Write out exactly the lines below that run from the one containing "index tip: (146, 176)" through the one containing "ring pip: (112, 69)", both included, with no other lines.

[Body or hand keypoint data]
☆ ☆ ☆ ☆ ☆ ☆ ☆

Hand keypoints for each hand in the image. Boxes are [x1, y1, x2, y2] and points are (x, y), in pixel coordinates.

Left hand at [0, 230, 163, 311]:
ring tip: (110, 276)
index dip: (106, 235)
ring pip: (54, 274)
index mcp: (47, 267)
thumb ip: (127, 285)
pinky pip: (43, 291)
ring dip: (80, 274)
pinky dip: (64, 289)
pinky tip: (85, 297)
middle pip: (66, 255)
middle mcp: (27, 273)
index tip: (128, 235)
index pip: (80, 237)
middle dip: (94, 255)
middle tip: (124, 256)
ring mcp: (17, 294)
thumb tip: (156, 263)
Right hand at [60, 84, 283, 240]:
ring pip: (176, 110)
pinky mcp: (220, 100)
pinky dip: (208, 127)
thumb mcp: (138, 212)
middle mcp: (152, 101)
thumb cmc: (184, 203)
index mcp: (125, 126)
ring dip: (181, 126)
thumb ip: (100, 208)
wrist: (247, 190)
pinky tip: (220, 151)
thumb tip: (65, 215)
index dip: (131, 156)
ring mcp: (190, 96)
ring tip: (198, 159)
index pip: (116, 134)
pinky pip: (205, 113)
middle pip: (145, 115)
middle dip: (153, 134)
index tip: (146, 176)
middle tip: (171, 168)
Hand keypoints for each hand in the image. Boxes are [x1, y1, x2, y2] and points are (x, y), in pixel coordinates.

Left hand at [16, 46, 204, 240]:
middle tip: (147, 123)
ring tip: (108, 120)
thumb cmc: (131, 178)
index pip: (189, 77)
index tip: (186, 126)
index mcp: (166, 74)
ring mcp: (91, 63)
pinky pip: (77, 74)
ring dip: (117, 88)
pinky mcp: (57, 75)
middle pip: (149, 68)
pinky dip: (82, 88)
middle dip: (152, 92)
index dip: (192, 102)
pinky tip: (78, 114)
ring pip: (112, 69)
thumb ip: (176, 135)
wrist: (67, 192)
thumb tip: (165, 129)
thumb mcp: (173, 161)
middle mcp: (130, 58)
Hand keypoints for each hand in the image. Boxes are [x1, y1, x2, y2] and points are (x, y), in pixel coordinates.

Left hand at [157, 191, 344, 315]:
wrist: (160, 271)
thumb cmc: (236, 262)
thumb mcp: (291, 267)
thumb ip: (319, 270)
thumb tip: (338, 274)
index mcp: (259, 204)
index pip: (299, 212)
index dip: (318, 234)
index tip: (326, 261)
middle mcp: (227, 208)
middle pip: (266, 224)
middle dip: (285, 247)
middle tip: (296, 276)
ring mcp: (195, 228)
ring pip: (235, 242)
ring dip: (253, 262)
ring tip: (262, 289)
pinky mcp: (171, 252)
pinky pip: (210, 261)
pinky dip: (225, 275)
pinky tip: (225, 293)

☆ ☆ ☆ ☆ ☆ ☆ ☆

RESPONSE BELOW ::
index tip: (146, 176)
middle tip: (171, 168)
Hand keypoints for each hand in the image. Boxes are [x1, y1, x2, y2] and points are (x, y), in pixel coordinates.

Left hand at [16, 46, 204, 240]:
middle tip: (147, 123)
ring tip: (108, 120)
thumb cmc: (131, 178)
index pip: (189, 77)
index tip: (186, 126)
index mcp: (166, 74)
ring mcp: (91, 63)
pinky pip: (77, 74)
ring dip: (117, 88)
pinky mcp: (57, 75)
middle pip: (149, 68)
pinky dip: (82, 88)
middle dip: (152, 92)
index dip: (192, 102)
pinky tip: (78, 114)
ring pip: (112, 69)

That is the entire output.